[Records from a data source]
►

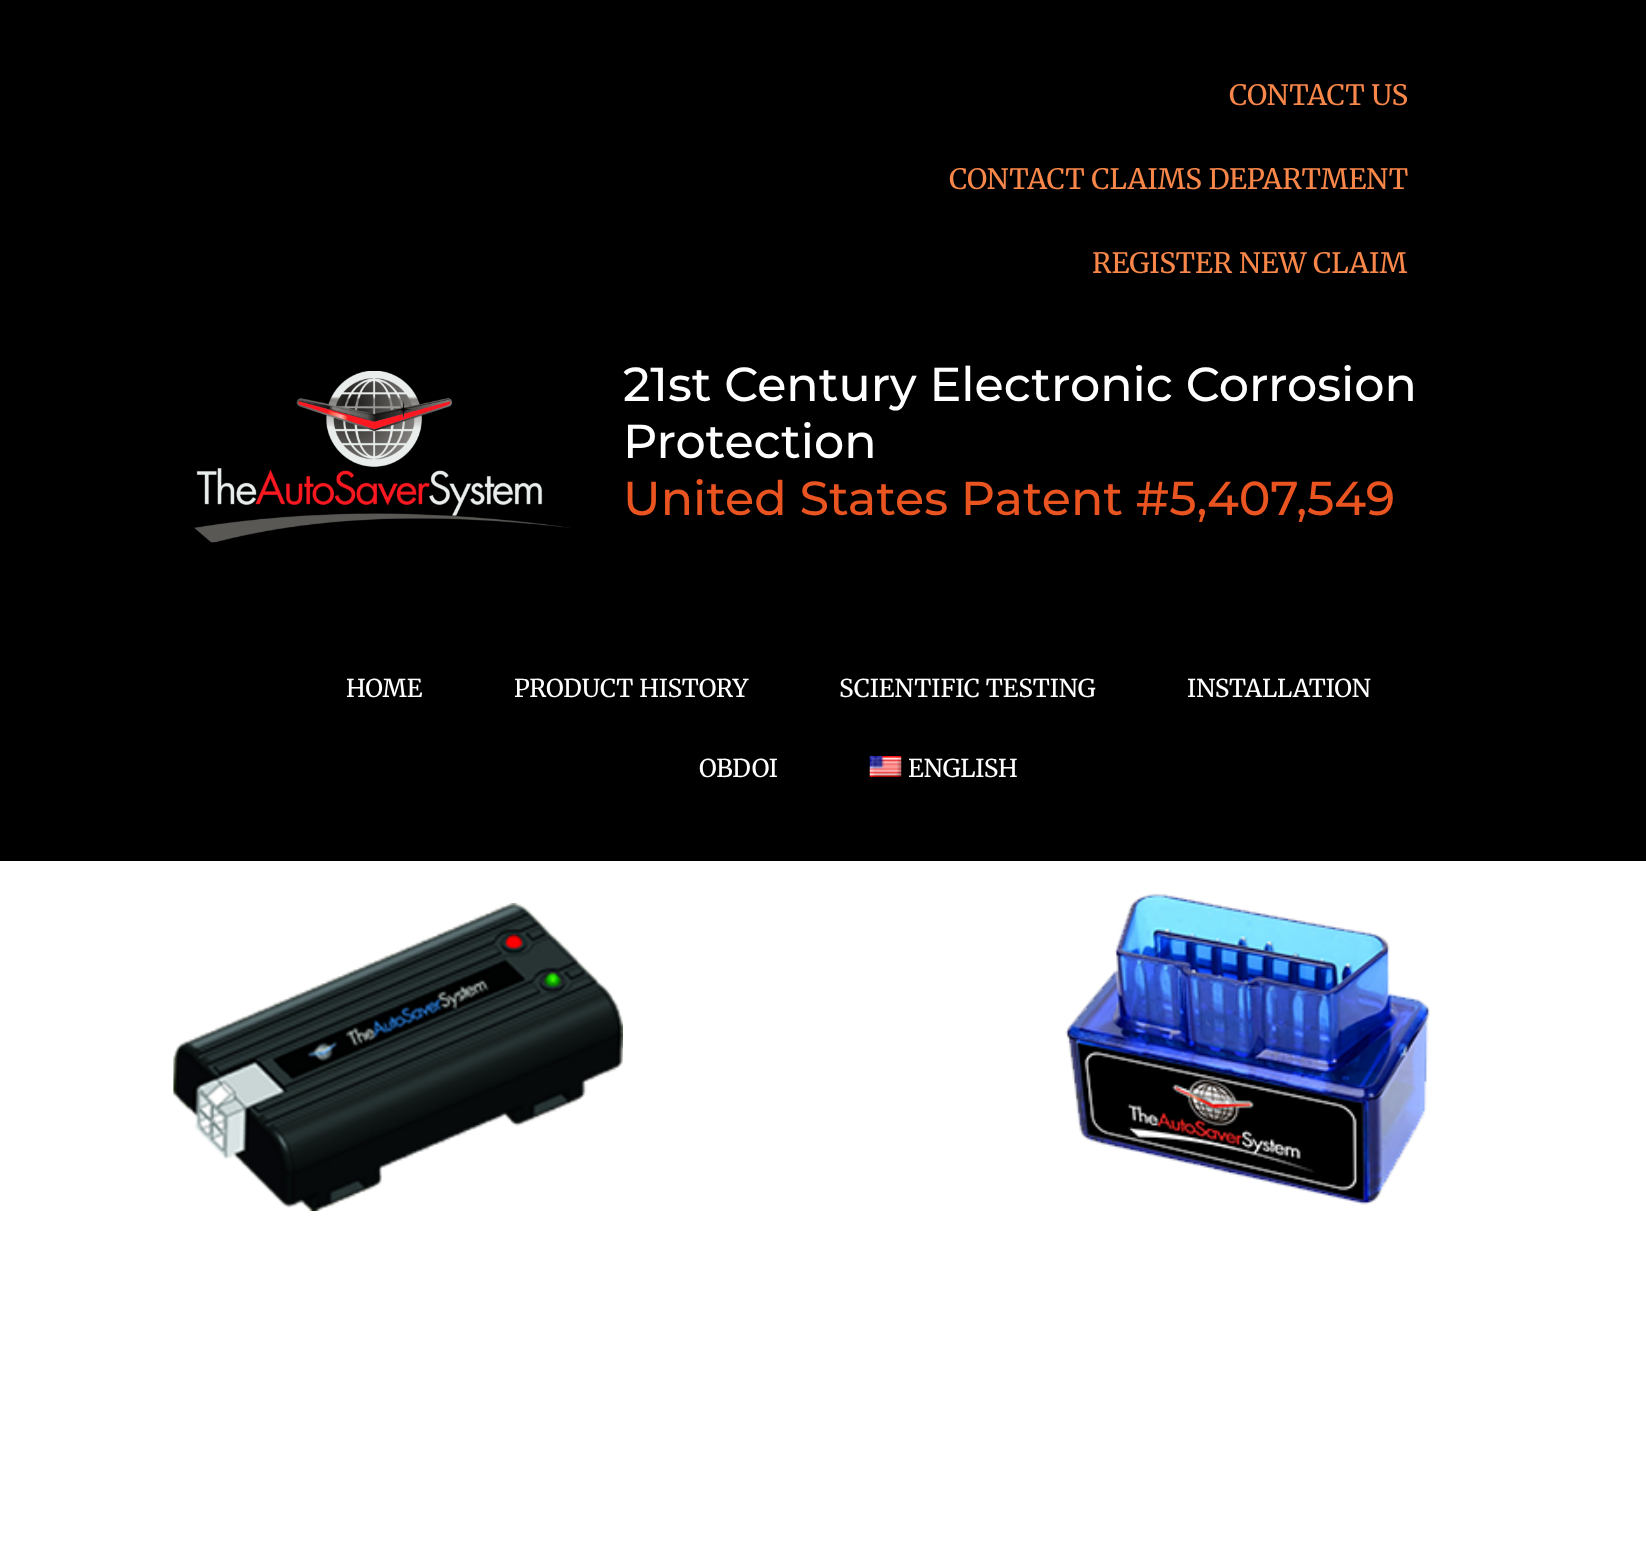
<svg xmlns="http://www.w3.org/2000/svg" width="1646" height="1563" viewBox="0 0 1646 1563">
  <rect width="100%" height="100%" fill="rgb(255,255,255)"/>
  <rect x="0" y="0" width="1646" height="861" fill="rgb(0,0,0)"/>
  <image x="194" y="371" width="376" height="172" href="pic1.png"/>
  <g font-family="Merriweather" font-size="28" fill="rgb(248,135,73)">
    <text x="1229" y="105">CONTACT US</text>
    <text x="949" y="189">CONTACT CLAIMS DEPARTMENT</text>
    <text x="1092" y="273">REGISTER NEW CLAIM</text>
  </g>
  <g font-family="Montserrat" font-size="47.6" font-weight="500" fill="rgb(255,255,255)">
    <text>
      <tspan x="623" y="401">21st Century Electronic Corrosion</tspan>
      <tspan x="623" y="458">Protection</tspan>
    </text>
  </g>
  <text x="623" y="515" font-family="Montserrat" font-size="47.6" font-weight="500" fill="rgb(233,84,32)">United States Patent #5,407,549</text>
  <g font-family="Merriweather" font-size="24.5" fill="rgb(255,255,255)">
    <text x="346" y="697">HOME</text>
    <text x="514" y="697">PRODUCT HISTORY</text>
    <text x="839" y="697">SCIENTIFIC TESTING</text>
    <text x="1187" y="697">INSTALLATION</text>
    <text x="699" y="777">OBDOI</text>
  </g>
  <image x="869" y="756" width="33" height="21" href="pic2.png"/>
  <text x="908" y="777" font-family="Merriweather" font-size="24.5" fill="rgb(255,255,255)">ENGLISH</text>
  <image x="173" y="903" width="450" height="308" href="pic3.png"/>
  <image x="1065" y="893" width="365" height="312" href="pic4.png"/>
</svg>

◄

§ **Required action**
Reproduce each line of the data containing the word "Merriweather".

§ **Result of the task**
  <g font-family="Merriweather" font-size="28" fill="rgb(248,135,73)">
  <g font-family="Merriweather" font-size="24.5" fill="rgb(255,255,255)">
  <text x="908" y="777" font-family="Merriweather" font-size="24.5" fill="rgb(255,255,255)">ENGLISH</text>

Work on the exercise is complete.